■ Exercise prompt:
From the first line to the last, write out the records exactly, leaving out images.

### Entries provided

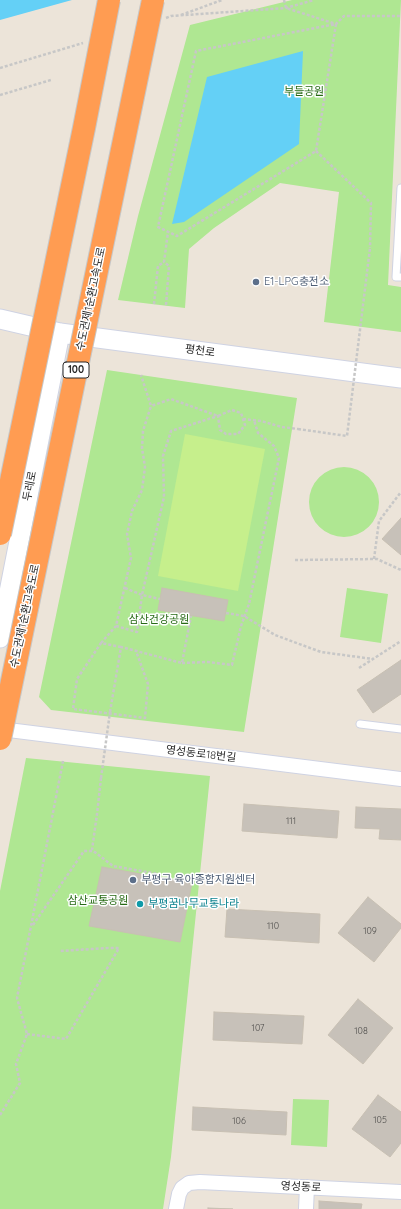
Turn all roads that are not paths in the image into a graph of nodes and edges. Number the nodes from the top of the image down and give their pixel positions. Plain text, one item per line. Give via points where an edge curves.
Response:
1 (109, 0) edge
2 (153, 0) edge
3 (401, 188) edge
4 (399, 277) edge
5 (0, 319) edge
6 (60, 333) junction
7 (401, 378) edge
8 (0, 534) edge
9 (0, 638) edge
10 (360, 724) dead end
11 (0, 729) edge
12 (401, 729) edge
13 (0, 739) edge
14 (401, 779) edge
15 (307, 1187) junction
16 (401, 1192) edge
17 (176, 1209) edge
18 (306, 1209) edge

1 - 8 highway, bridge
2 - 13 highway, 수도권제1순환고속도로 / 100, bridge
3 - 4 lane
5 - 6 main road, 평천로
6 - 7 main road, 평천로
6 - 9 main road, 두레로
10 - 12 lane
11 - 14 street, 영성동로18번길
15 - 16 street, 영성동로
15 - 17 street, 영성동로 via 189,1183 182,1188
15 - 18 street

######

■ Task result:
Turn all roads that are not paths in the image into a graph of nodes and edges. Number the nodes from the top of the image down and give their pixel positions. Plain text, one item per line. Give via points where an edge curves.
Response:
1 (109, 0) edge
2 (153, 0) edge
3 (401, 188) edge
4 (399, 277) edge
5 (0, 319) edge
6 (60, 333) junction
7 (401, 378) edge
8 (0, 534) edge
9 (0, 638) edge
10 (360, 724) dead end
11 (0, 729) edge
12 (401, 729) edge
13 (0, 739) edge
14 (401, 779) edge
15 (307, 1187) junction
16 (401, 1192) edge
17 (176, 1209) edge
18 (306, 1209) edge

1 - 8 highway, bridge
2 - 13 highway, 수도권제1순환고속도로 / 100, bridge
3 - 4 lane
5 - 6 main road, 평천로
6 - 7 main road, 평천로
6 - 9 main road, 두레로
10 - 12 lane
11 - 14 street, 영성동로18번길
15 - 16 street, 영성동로
15 - 17 street, 영성동로 via 189,1183 182,1188
15 - 18 street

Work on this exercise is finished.